We diagonalize the matrix $A$ and use this Problem.

Steps.

Find eigenvalues and eigenvectors of the matrix $A$.
Diagonalize the matrix $A$.
Use the result of this Problem.

Proof.

We first diagonalize the matrix $A$. We solve
\begin{align*}
\det(A-\lambda I) & =\begin{vmatrix}
1-\lambda & 2\\
2& 1-\lambda
\end{vmatrix} \\
&=(1-\lambda)^2-4=\lambda^2-2\lambda-3 =(\lambda+1)(\lambda-3)=0
\end{align*}
and obtain the eigenvalues $\lambda=-1, 3$.

To find an eigenvector $\mathbf{x}$ corresponding to $\lambda=-1$, we solve $(A+I)\mathbf{x}=\mathbf{0}$ or
\[ \begin{bmatrix}
2 & 2\\
2& 2
\end{bmatrix}
\begin{bmatrix} x_1 \\
x_2
\end{bmatrix}=
\begin{bmatrix} 0 \\
0
\end{bmatrix}.\] We obtain an eigenvector $\mathbf{x}=\begin{bmatrix}
1 \\
-1
\end{bmatrix}$ corresponding to $\lambda=-1$.

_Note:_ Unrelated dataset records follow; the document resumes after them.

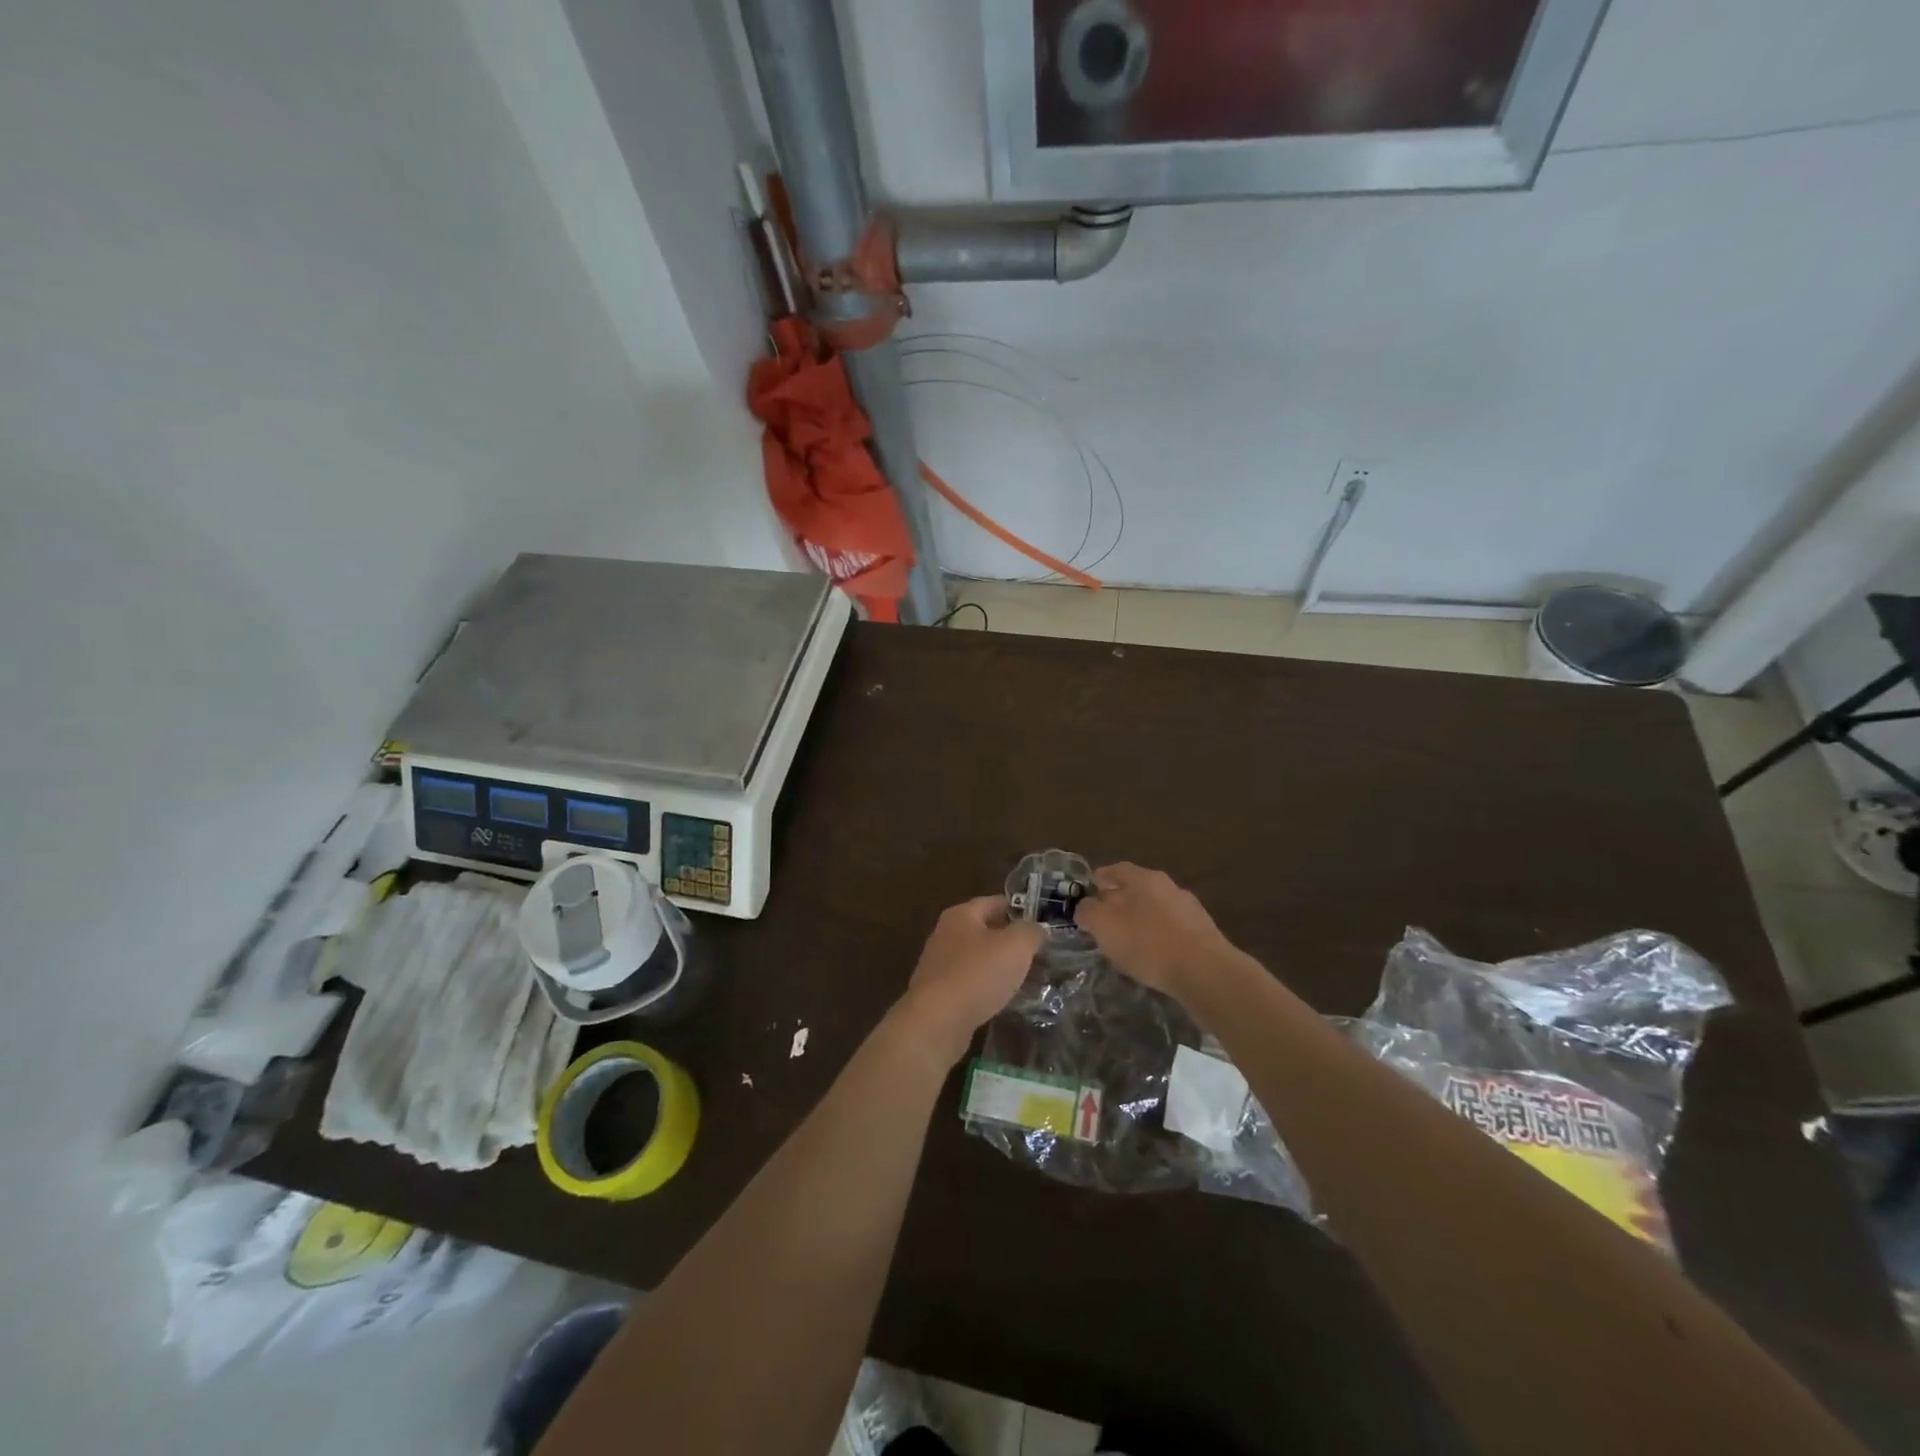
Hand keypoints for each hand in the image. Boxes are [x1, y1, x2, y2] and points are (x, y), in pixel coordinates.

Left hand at [894, 896, 1045, 1066]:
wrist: (937, 1021)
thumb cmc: (977, 974)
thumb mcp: (1016, 946)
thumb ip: (1030, 931)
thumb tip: (1036, 929)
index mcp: (961, 915)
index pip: (995, 902)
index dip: (1020, 909)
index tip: (1043, 922)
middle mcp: (945, 935)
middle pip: (985, 931)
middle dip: (1011, 941)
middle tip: (1040, 952)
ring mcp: (939, 966)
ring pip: (978, 959)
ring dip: (1000, 967)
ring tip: (1028, 977)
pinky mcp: (939, 995)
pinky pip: (970, 984)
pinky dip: (988, 988)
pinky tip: (1005, 1000)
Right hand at [1073, 863, 1236, 997]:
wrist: (1204, 970)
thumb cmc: (1146, 942)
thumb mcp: (1103, 925)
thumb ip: (1088, 911)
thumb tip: (1086, 907)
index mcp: (1141, 877)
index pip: (1114, 870)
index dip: (1098, 880)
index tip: (1088, 895)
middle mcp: (1166, 884)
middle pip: (1136, 888)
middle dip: (1120, 901)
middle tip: (1105, 921)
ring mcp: (1188, 907)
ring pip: (1155, 907)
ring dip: (1141, 920)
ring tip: (1129, 942)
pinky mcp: (1202, 931)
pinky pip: (1172, 928)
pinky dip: (1160, 936)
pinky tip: (1155, 955)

Similarly, solving $(A-3I)\mathbf{y}=\mathbf{0}$, we obtain an eigenvector $\mathbf{y}=\begin{bmatrix}
1 \\
1
\end{bmatrix}$
corresponding to $\lambda=3$.

Thus the invertible matrix $S=[\mathbf{x} \, \mathbf{y}]=\begin{bmatrix}
1 & 1 \\
-1& 1
\end{bmatrix}$ diagonalizes the matrix $A$, that is,
\[ S^{-1}AS =\begin{bmatrix}
-1 & 0\\
0& 3
\end{bmatrix} \text{ or equivalently }
A=S\begin{bmatrix}
-1 & 0\\
0& 3
\end{bmatrix} S^{-1}.\] Then for each $n \in \N$, we have
\begin{align*}
A^n &= \left (S\begin{bmatrix}
-1 & 0\\
0& 3
\end{bmatrix} S^{-1} \right)^n
=S \begin{bmatrix}
-1 & 0\\
0& 3
\end{bmatrix}^n S^{-1}
=S \begin{bmatrix}
(-1)^n & 0\\
0& 3^n
\end{bmatrix} S^{-1} \\[6pt] &=
\begin{bmatrix}
1 & 1 \\
-1& 1
\end{bmatrix}
\begin{bmatrix}
(-1)^n & 0\\
0& 3^n
\end{bmatrix}
\frac{1}{2}
\begin{bmatrix}
1 & -1 \\
1& 1
\end{bmatrix}
=\frac{1}{2} \begin{bmatrix}
(-1)^n+3^n & (-1)^{n+1}+3^n\\
(-1)^{n+1}+3^n& (-1)^n+3^n
\end{bmatrix}.
\end{align*}

(See this problem for the details of these computations.)

Therefore we obtained the formula
\[A^n=\frac{1}{2} \begin{bmatrix}
(-1)^n+3^n & (-1)^{n+1}+3^n\\
(-1)^{n+1}+3^n& (-1)^n+3^n
\end{bmatrix}.\]

Comment.

Another typical method to compute a power of a square matrix is mathematical induction. To use it, we need to first compute several small powers like $A^2$ and $A^3$ and guess the formula for $A^n$.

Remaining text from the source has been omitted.